The big problem I see in the (important, no matter how pessimistic I sound) conversation around Open Source Sustainability is the "build it and they will come" mentality, the idea that, if we write useful code and make it available under licenses that allow big companies to yank it behind a paywall, they're going to finally realize their obligation to the community and Open Source developers around the world will be sitting on fortunes for their altruism.

The reality is that the big companies might hire a couple of developers to get what they want without training someone on their team. But after thirty years of explaining to lawyers that the BSD/MIT-type licenses mean that they can pretend their programmers wrote the code and not need to issue a purchase order, they're not going to spend money on software everybody can get for free.

That's one of the reasons I've become a copyleft hard-liner, even though I'm not producing anything important: If you want to pretend the code is yours or if you want to make changes that don't get pushed back to me, you need to negotiate with me for your own license. Otherwise, you're constrained by the AGPL, because I'm not interested in working for Apple without a salary...and probably not with a salary, either.

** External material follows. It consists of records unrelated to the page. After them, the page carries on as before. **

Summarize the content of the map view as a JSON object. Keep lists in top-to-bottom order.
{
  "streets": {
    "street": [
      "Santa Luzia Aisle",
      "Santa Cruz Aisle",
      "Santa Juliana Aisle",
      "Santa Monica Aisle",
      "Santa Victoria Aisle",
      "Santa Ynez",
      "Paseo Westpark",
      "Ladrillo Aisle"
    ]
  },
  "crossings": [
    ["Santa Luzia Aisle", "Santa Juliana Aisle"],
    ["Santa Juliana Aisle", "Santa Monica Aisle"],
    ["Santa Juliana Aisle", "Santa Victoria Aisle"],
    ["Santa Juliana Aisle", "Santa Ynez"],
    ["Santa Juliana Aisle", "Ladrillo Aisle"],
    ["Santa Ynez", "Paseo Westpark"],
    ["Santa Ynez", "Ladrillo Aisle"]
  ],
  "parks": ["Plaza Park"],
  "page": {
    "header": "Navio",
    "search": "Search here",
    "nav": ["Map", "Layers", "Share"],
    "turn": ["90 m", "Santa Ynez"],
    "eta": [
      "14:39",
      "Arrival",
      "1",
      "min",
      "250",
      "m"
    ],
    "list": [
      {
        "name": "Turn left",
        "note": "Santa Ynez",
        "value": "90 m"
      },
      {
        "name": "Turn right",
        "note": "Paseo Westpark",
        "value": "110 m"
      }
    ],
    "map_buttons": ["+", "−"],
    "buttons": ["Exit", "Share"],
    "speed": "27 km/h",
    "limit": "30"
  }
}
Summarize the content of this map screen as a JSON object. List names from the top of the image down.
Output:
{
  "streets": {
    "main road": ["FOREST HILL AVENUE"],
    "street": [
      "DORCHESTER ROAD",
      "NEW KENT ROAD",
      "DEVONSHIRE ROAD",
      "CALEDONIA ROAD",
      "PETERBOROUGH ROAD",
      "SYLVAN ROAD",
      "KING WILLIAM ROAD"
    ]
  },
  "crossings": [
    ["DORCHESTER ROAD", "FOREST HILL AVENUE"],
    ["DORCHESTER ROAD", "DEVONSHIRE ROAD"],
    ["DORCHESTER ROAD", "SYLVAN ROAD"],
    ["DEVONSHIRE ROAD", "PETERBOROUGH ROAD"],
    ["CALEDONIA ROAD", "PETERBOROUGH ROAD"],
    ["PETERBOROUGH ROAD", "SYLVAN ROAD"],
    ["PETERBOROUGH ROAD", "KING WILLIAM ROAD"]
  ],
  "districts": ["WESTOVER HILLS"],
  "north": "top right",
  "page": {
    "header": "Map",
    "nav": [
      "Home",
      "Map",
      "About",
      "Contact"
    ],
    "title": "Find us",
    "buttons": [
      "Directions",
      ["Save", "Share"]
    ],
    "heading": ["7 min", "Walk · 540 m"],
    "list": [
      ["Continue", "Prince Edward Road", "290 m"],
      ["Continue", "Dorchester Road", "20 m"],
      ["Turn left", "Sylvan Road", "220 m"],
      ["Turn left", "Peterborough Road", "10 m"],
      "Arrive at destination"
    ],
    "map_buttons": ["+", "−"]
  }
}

I keep wondering, though, if the flaw in "sustainability" is in assuming that it needs to focus on money. Don't get me wrong. Money is important to things like not starving. But in insisting that a sustainable system is a well-funded system where people quit their jobs, it seems like people are just creating companies that require design, marketing, sales, support, and accounting, leading the founders to burn out from the strain of trying to get money from other Open Source projects (the most likely entities to appreciate the work) to, in part, pay other Open Source projects.

I don't know. It often feels like we confuse hobbyist Open Source with "follow your dreams (and live off your savings)" Open Source and (worse) commodify your complements Open Source, and the result is a twisted mess where people are trying to figure out what's stopping the Big Five (Amazon, Apple, Facebook, Google, and Microsoft) from showering us all with money, since they all love Open Source.

Unfortunately, I don't have any legitimate solutions, beyond the deeply unsatisfying, "get a job, Hippie" accidentally implied by my rambling...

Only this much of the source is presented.